La justice, par l’acte même de juger, constitue un acteur essentiel de la paix au sein de la société, donc de sa sécurité. Le rôle de la justice va toutefois au-delà, car elle est la garante de l’État de droit et des libertés publiques ; elle marque aussi les limites fixées dans une démocratie à la façon de produire la sécurité. C’est donc autour de cette double mission que doit se construire une nouvelle approche de la réponse pénale.

 

♦ Donner les moyens à la justice de répondre à ses missions

Le manque de moyens de la justice est devenu chronique. Au niveau européen, la France affiche même le plus petit nombre de procureurs (3 pour 100 000 habitants), plaçant ainsi le ministère public, acteur essentiel de la chaîne pénale, dans une situation de tension sans équivalent.

Face à cette paupérisation de la justice, il faut inévitablement augmenter son  budget mais le retard ne pourra pas être comblé en quelques mois. Tout en portant une loi de programmation budgétaire avec une vision sur 10 ans, des mesures rapides doivent être prises comme la déjudiciarisation de certains délits notamment routiers au profit de l’autorité administrative.

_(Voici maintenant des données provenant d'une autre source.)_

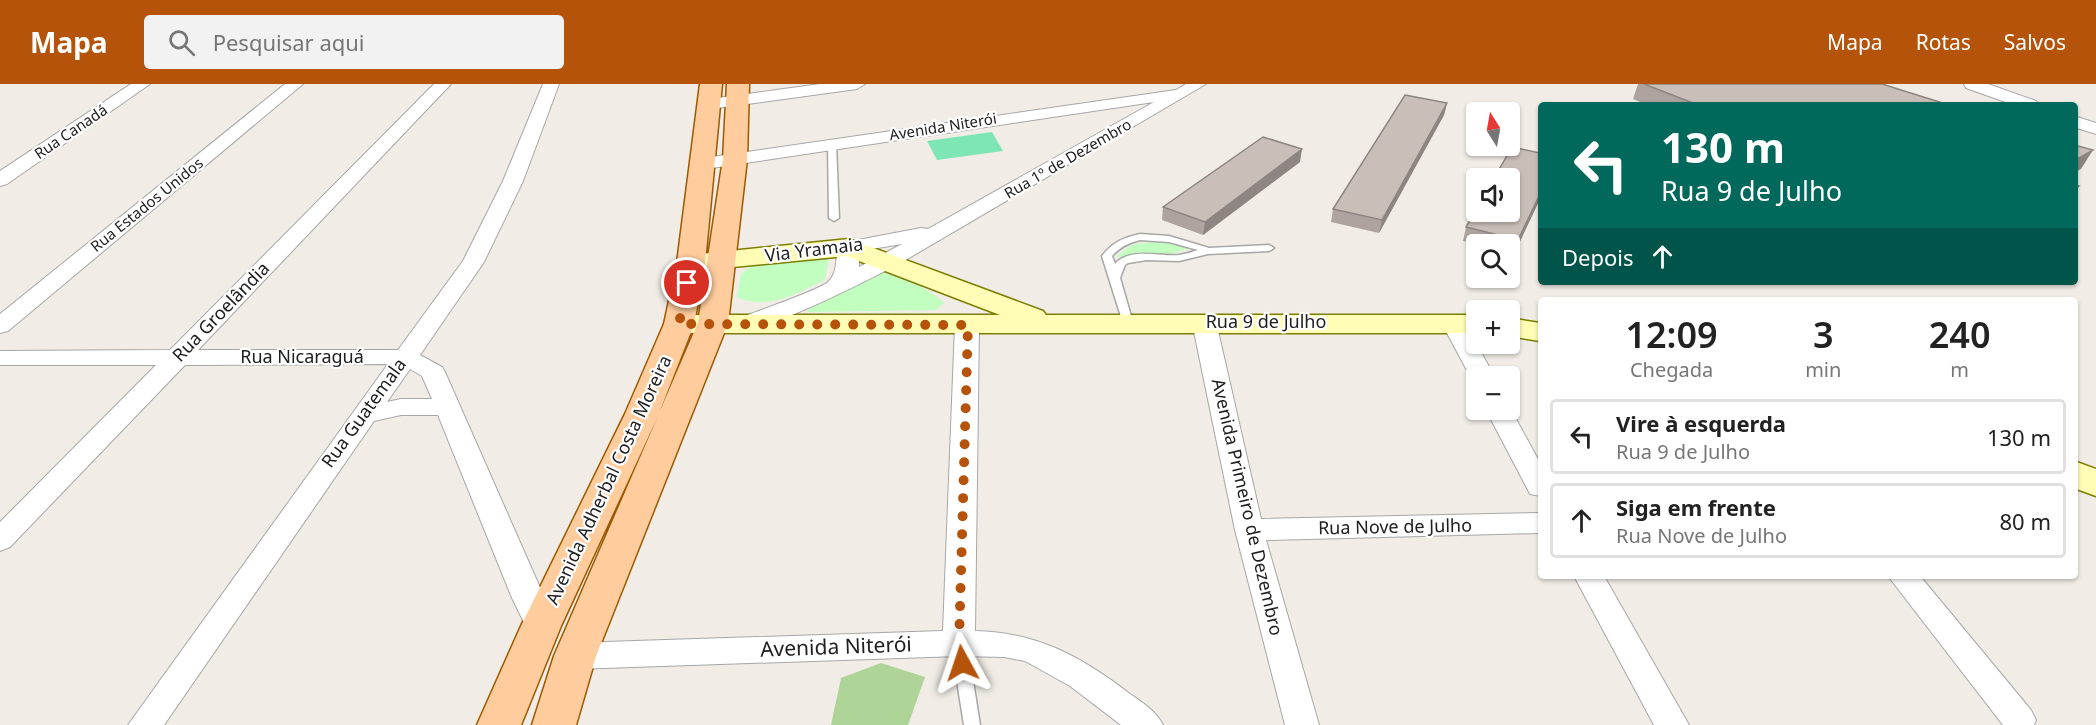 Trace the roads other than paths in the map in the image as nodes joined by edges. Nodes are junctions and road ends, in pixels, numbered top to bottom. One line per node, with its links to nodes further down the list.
1 (142, 84): 17 (street, Rua Canadá)
2 (295, 84): 36 (street, Rua Estados Unidos)
3 (443, 84): 41 (street, Rua Groelândia)
4 (551, 84): 39 (street, Rua Guatemala)
5 (857, 84): 10 (street)
6 (1972, 84): 9 (street)
7 (2015, 84): 9 (street)
8 (1190, 88): 14 (street, Avenida Niterói); 19 (street, Rua 1º de Dezembro)
9 (1991, 91): 11 (street)
10 (724, 93): 15 (main road, Avenida Adherbal Costa Moreira); 16 (main road, Avenida Adherbal Costa Moreira)
11 (2022, 102)
12 (2078, 122): 13 (street)
13 (2096, 129)
14 (832, 144): 15 (street, Avenida Niterói); 18 (lane)
15 (735, 159): 16 (street, Avenida Niterói); 23 (main road, Avenida Adherbal Costa Moreira)
16 (705, 163): 25 (main road, Avenida Adherbal Costa Moreira)
17 (0, 180)
18 (834, 218)
19 (936, 231): 20 (street, Via Yramaia); 24 (street)
20 (849, 247): 23 (main road, Via Yramaia); 24 (main road, Rua 9 de Julho); 28 (street)
21 (1269, 248): 22 (lane)
22 (1208, 251): 26 (lane); 26 (lane)
23 (722, 260): 25 (main road, Via Yramaia); 33 (main road, Avenida Adherbal Costa Moreira)
24 (888, 260): 27 (main road, Rua 9 de Julho); 28 (street)
25 (691, 263): 33 (main road, Avenida Adherbal Costa Moreira)
26 (1115, 278): 31 (lane)
27 (953, 286): 34 (main road); 35 (main road, Rua 9 de Julho)
28 (836, 287): 30 (street)
29 (1204, 322): 31 (main road, Rua 9 de Julho); 32 (main road, Rua 9 de Julho); 50 (street, Avenida Primeiro de Dezembro)
30 (748, 323): 33 (main road, Rua 9 de Julho); 34 (main road, Rua 9 de Julho)
31 (1128, 323): 35 (main road, Rua 9 de Julho)
32 (1465, 323): 42 (street)
33 (696, 324): 54 (main road, Avenida Adherbal Costa Moreira); 56 (main road, Avenida Adherbal Costa Moreira)
34 (968, 325): 35 (main road, Rua 9 de Julho); 55 (street)
35 (1057, 325)
36 (0, 326)
37 (1520, 329): 38 (main road)
38 (1538, 332)
39 (405, 357): 41 (street, Rua Nicaraguá); 43 (street, Rua Nicaraguá); 44 (street, Rua Guatemala)
40 (0, 358): 41 (street, Rua Nicaraguá)
41 (177, 358): 51 (street, Rua Groelândia)
42 (1479, 366)
43 (446, 407): 44 (street); 54 (street, Rua Nicaraguá)
44 (362, 416): 58 (street, Rua Guatemala)
45 (1504, 420): 47 (street)
46 (2078, 474): 48 (main road)
47 (1538, 483)
48 (2096, 484)
49 (1538, 523): 50 (street, Rua Nove de Julho)
50 (1249, 530): 63 (street, Avenida Primeiro de Dezembro)
51 (0, 540)
52 (1591, 579): 64 (street)
53 (1905, 579): 57 (street)
54 (542, 626): 59 (main road, Avenida Adherbal Costa Moreira)
55 (959, 643): 56 (street, Avenida Niterói); 61 (lane); 62 (street, Avenida Niterói)
56 (575, 656): 60 (main road, Avenida Adherbal Costa Moreira)
57 (2019, 720)
58 (145, 725)
59 (499, 725)
60 (554, 725)
61 (972, 725)
62 (1146, 725)
63 (1302, 725)
64 (1672, 725)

Dans le même sens, la légalisation de l’usage du cannabis est une question qui reste à trancher.

 

♦ Redonner un sens aux peines prononcées

Malgré un accroissement des poursuites pénales et une sévérité croissante des juridictions ainsi qu’un recours à la détention provisoire plus significatif, les taux de récidive restent élevés, interrogeant sur le sens de la peine prononcée. Cette dernière ne doit pas se limiter à une sanction par privation de liberté d’un comportement délictuel ou criminel. Elle doit également, en garantissant un suivi individualisé et pluridisciplinaire, favoriser la réinsertion de l’auteur et réduire les risques de récidive. Le sens de la peine devrait donc être davantage au centre des réflexions du législateur.

Pour cela, il convient de faire de la réinsertion un objectif prioritaire de lutte contre la récidive. Elle doit se décliner sous plusieurs aspects : la vie professionnelle, la santé, la formation, la vie sociale et citoyenne. 

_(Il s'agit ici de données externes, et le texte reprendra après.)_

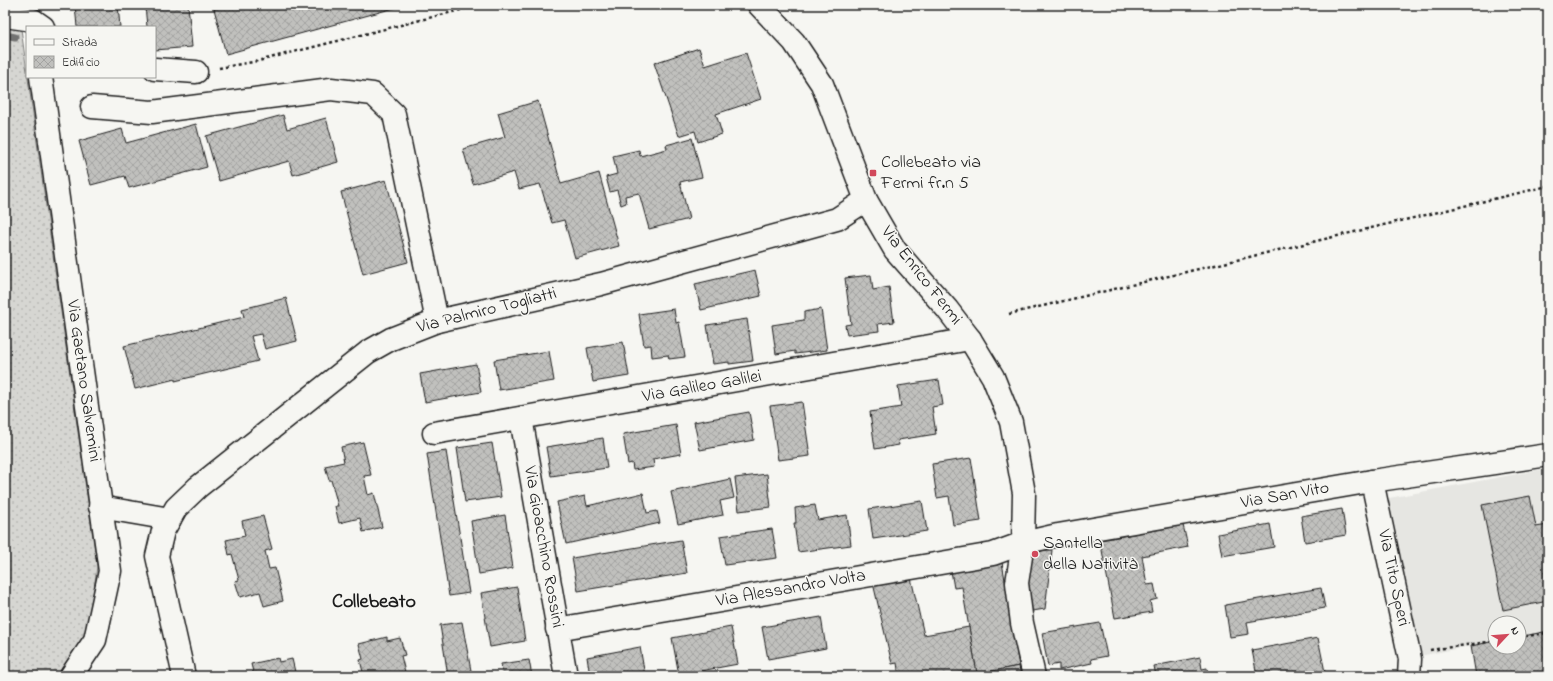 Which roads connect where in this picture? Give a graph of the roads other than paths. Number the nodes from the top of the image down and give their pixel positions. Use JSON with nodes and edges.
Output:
{"nodes":[{"id":1,"x":759,"y":5,"type":"edge"},
{"id":2,"x":5,"y":16,"type":"edge"},
{"id":3,"x":36,"y":20,"type":"edge"},
{"id":4,"x":156,"y":69,"type":"edge"},
{"id":5,"x":196,"y":72,"type":"road end"},
{"id":6,"x":41,"y":78,"type":"edge"},
{"id":7,"x":92,"y":107,"type":"dead end"},
{"id":8,"x":866,"y":200,"type":"junction"},
{"id":9,"x":837,"y":219,"type":"junction"},
{"id":10,"x":879,"y":223,"type":"junction"},
{"id":11,"x":437,"y":321,"type":"junction"},
{"id":12,"x":970,"y":340,"type":"junction"},
{"id":13,"x":521,"y":418,"type":"junction"},
{"id":14,"x":434,"y":433,"type":"dead end"},
{"id":15,"x":1548,"y":455,"type":"edge"},
{"id":16,"x":1372,"y":481,"type":"junction"},
{"id":17,"x":100,"y":508,"type":"junction"},
{"id":18,"x":170,"y":519,"type":"junction"},
{"id":19,"x":1023,"y":543,"type":"junction"},
{"id":20,"x":557,"y":629,"type":"junction"},
{"id":21,"x":71,"y":676,"type":"edge"},
{"id":22,"x":184,"y":676,"type":"edge"},
{"id":23,"x":566,"y":676,"type":"edge"},
{"id":24,"x":1034,"y":676,"type":"edge"},
{"id":25,"x":1409,"y":676,"type":"edge"}],
"edges":[{"from":1,"to":8,"type":"street","name":"Via Enrico Fermi"},
{"from":2,"to":3,"type":"street"},
{"from":4,"to":5,"type":"street"},
{"from":6,"to":17,"type":"street","name":"Via Gaetano Salvemini"},
{"from":7,"to":11,"type":"street"},
{"from":8,"to":9,"type":"street","name":"Via Palmiro Togliatti"},
{"from":8,"to":10,"type":"street","name":"Via Enrico Fermi"},
{"from":9,"to":10,"type":"street","name":"Via Palmiro Togliatti"},
{"from":9,"to":11,"type":"street","name":"Via Palmiro Togliatti"},
{"from":10,"to":12,"type":"street","name":"Via Enrico Fermi"},
{"from":11,"to":18,"type":"street","name":"Via Palmiro Togliatti"},
{"from":12,"to":13,"type":"street","name":"Via Galileo Galilei"},
{"from":12,"to":19,"type":"street","name":"Via Enrico Fermi"},
{"from":13,"to":14,"type":"street","name":"Via Galileo Galilei"},
{"from":13,"to":20,"type":"street","name":"Via Gioacchino Rossini"},
{"from":15,"to":16,"type":"street","name":"Via San Vito"},
{"from":16,"to":19,"type":"street","name":"Via San Vito"},
{"from":16,"to":25,"type":"street","name":"Via Tito Speri"},
{"from":17,"to":18,"type":"street"},
{"from":17,"to":21,"type":"street","name":"Via Gaetano Salvemini"},
{"from":18,"to":22,"type":"street","name":"Via Palmiro Togliatti"},
{"from":19,"to":20,"type":"street","name":"Via Alessandro Volta"},
{"from":19,"to":24,"type":"street","name":"Via Enrico Fermi"},
{"from":20,"to":23,"type":"street","name":"Via Gioacchino Rossini"}]}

Cette conception repensée de la peine nécessite un renforcement très substantiel des moyens à la disposition du milieu ouvert et des SPIP.

 

♦ Porter une réforme ambitieuse sur le statut du travail en prison.

Le travail en prison est un outil efficace de réinsertion. Toutefois on ne peut pas demander à des détenus de respecter la société, de pouvoir se réinsérer en elle, si on nie leurs droits et leur dignité. L’objectif doit donc être de rapprocher le travail en détention du droit commun (reconnaissance d’une rémunération décente, de droits en matière de santé et de sécurité au travail ou de droits collectifs avec des modalités d’exercice compatibles avec l’état de détention…).

 

♦ Limiter le prononcé de courtes peines qui contribuent à la surpopulation carcérale

Les professionnels s’accordent pour dire qu’une peine d’emprisonnement courte ne permet ni d’agir sur le comportement de l’individu, ni sur la récidive, ce dernier ne disposant pas du temps nécessaire pour s’engager dans un parcours de formation ou s’inscrire dans un parcours sérieux de prise en charge criminologique.

Il conviendra un jour de s’interroger sur la pertinence d’interdire, comme en Allemagne, le recours aux courtes peines d’emprisonnement. En attendant, il est nécessaire de réfléchir sur un mécanisme rénové de sursis avec mise à l’épreuve.

 

♦ Introduire un mécanisme de régulation carcérale

La France doit faire face à une grave surpopulation carcérale inscrite dans la durée. La population détenue atteint au 1er octobre 2022, 72 350 détenus, pour 60 700 places dans les 188 établissements pénitentiaires.

La lutte contre la surpopulation nécessite la mise en place de mécanisme de régulation carcérale. Le critère utilisé pourrait être celui d’un seuil de criticité pour chaque établissement pénitentiaire. Ce seuil correspondrait à une situation de suroccupation majeure, c’est-à-dire à un taux d’occupation à partir duquel les services de l’établissement ne sont plus en mesure de fonctionner sans affecter durablement la qualité de la prise en charge des condamnés et justifiant des mesures de sorties.

 

♦ Renforcer la présence des SPIP en juridiction

Les SPIP doivent davantage être présents en juridiction afin, d’une part, de garantir une prise en charge immédiate des condamnés à l’issue de l’audience de jugement et, d’autre part, de renforcer leurs liens tant avec les juges correctionnels qu’avec les JAP. A ce titre, l’organisation d’une permanence du SPIP dans chaque juridiction devrait être généralisée.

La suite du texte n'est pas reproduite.